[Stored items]
====
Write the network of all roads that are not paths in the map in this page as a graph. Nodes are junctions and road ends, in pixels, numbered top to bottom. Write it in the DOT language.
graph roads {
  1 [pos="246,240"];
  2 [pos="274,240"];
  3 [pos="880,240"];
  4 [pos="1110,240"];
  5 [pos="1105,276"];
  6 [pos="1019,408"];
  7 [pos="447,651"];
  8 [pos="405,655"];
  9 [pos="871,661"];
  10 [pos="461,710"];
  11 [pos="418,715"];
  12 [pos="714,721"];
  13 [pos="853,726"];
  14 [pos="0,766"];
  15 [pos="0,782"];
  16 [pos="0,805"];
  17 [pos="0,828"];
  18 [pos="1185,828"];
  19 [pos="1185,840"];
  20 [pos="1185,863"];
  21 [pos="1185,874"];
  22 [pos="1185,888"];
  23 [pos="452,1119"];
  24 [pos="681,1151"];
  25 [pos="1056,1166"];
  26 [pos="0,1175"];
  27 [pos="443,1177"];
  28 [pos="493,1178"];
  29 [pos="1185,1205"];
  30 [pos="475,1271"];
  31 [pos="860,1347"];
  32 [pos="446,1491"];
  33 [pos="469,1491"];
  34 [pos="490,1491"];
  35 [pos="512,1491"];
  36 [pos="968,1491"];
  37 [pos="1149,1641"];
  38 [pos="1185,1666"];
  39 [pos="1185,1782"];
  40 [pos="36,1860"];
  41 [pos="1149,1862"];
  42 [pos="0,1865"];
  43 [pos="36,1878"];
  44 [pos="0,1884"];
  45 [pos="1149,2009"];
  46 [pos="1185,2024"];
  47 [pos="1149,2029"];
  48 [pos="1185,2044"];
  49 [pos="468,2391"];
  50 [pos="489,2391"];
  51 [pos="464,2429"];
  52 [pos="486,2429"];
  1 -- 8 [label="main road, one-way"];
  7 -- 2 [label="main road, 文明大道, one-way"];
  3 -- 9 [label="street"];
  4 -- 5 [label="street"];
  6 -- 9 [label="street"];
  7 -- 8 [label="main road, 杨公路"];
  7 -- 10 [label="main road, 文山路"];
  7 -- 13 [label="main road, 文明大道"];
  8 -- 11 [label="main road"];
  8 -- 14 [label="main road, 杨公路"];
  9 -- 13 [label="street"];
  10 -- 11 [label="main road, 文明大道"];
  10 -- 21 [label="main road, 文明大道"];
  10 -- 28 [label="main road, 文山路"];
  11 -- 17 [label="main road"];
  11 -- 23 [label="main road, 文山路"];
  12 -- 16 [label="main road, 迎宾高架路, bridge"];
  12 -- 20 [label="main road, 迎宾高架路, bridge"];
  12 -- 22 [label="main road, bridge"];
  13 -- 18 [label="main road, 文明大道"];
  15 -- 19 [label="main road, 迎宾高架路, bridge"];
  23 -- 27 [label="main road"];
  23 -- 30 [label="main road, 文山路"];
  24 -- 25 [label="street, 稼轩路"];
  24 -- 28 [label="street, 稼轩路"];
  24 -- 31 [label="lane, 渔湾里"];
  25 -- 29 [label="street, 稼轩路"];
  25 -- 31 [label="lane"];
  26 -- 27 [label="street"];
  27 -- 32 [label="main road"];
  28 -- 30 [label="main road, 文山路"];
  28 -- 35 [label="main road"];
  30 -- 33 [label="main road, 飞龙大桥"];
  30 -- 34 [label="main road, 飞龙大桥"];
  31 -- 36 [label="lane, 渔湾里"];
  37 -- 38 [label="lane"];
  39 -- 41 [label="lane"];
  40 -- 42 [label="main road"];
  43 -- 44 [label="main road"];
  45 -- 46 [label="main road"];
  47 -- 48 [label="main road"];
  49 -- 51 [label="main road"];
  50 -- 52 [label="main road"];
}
====
• [PROBLEM DESCRIPTION] Repeat every record above. Each one must match exactly.

• [TASK RESULT]
Write the network of all roads that are not paths in the map in this page as a graph. Nodes are junctions and road ends, in pixels, numbered top to bottom. Write it in the DOT language.
graph roads {
  1 [pos="246,240"];
  2 [pos="274,240"];
  3 [pos="880,240"];
  4 [pos="1110,240"];
  5 [pos="1105,276"];
  6 [pos="1019,408"];
  7 [pos="447,651"];
  8 [pos="405,655"];
  9 [pos="871,661"];
  10 [pos="461,710"];
  11 [pos="418,715"];
  12 [pos="714,721"];
  13 [pos="853,726"];
  14 [pos="0,766"];
  15 [pos="0,782"];
  16 [pos="0,805"];
  17 [pos="0,828"];
  18 [pos="1185,828"];
  19 [pos="1185,840"];
  20 [pos="1185,863"];
  21 [pos="1185,874"];
  22 [pos="1185,888"];
  23 [pos="452,1119"];
  24 [pos="681,1151"];
  25 [pos="1056,1166"];
  26 [pos="0,1175"];
  27 [pos="443,1177"];
  28 [pos="493,1178"];
  29 [pos="1185,1205"];
  30 [pos="475,1271"];
  31 [pos="860,1347"];
  32 [pos="446,1491"];
  33 [pos="469,1491"];
  34 [pos="490,1491"];
  35 [pos="512,1491"];
  36 [pos="968,1491"];
  37 [pos="1149,1641"];
  38 [pos="1185,1666"];
  39 [pos="1185,1782"];
  40 [pos="36,1860"];
  41 [pos="1149,1862"];
  42 [pos="0,1865"];
  43 [pos="36,1878"];
  44 [pos="0,1884"];
  45 [pos="1149,2009"];
  46 [pos="1185,2024"];
  47 [pos="1149,2029"];
  48 [pos="1185,2044"];
  49 [pos="468,2391"];
  50 [pos="489,2391"];
  51 [pos="464,2429"];
  52 [pos="486,2429"];
  1 -- 8 [label="main road, one-way"];
  7 -- 2 [label="main road, 文明大道, one-way"];
  3 -- 9 [label="street"];
  4 -- 5 [label="street"];
  6 -- 9 [label="street"];
  7 -- 8 [label="main road, 杨公路"];
  7 -- 10 [label="main road, 文山路"];
  7 -- 13 [label="main road, 文明大道"];
  8 -- 11 [label="main road"];
  8 -- 14 [label="main road, 杨公路"];
  9 -- 13 [label="street"];
  10 -- 11 [label="main road, 文明大道"];
  10 -- 21 [label="main road, 文明大道"];
  10 -- 28 [label="main road, 文山路"];
  11 -- 17 [label="main road"];
  11 -- 23 [label="main road, 文山路"];
  12 -- 16 [label="main road, 迎宾高架路, bridge"];
  12 -- 20 [label="main road, 迎宾高架路, bridge"];
  12 -- 22 [label="main road, bridge"];
  13 -- 18 [label="main road, 文明大道"];
  15 -- 19 [label="main road, 迎宾高架路, bridge"];
  23 -- 27 [label="main road"];
  23 -- 30 [label="main road, 文山路"];
  24 -- 25 [label="street, 稼轩路"];
  24 -- 28 [label="street, 稼轩路"];
  24 -- 31 [label="lane, 渔湾里"];
  25 -- 29 [label="street, 稼轩路"];
  25 -- 31 [label="lane"];
  26 -- 27 [label="street"];
  27 -- 32 [label="main road"];
  28 -- 30 [label="main road, 文山路"];
  28 -- 35 [label="main road"];
  30 -- 33 [label="main road, 飞龙大桥"];
  30 -- 34 [label="main road, 飞龙大桥"];
  31 -- 36 [label="lane, 渔湾里"];
  37 -- 38 [label="lane"];
  39 -- 41 [label="lane"];
  40 -- 42 [label="main road"];
  43 -- 44 [label="main road"];
  45 -- 46 [label="main road"];
  47 -- 48 [label="main road"];
  49 -- 51 [label="main road"];
  50 -- 52 [label="main road"];
}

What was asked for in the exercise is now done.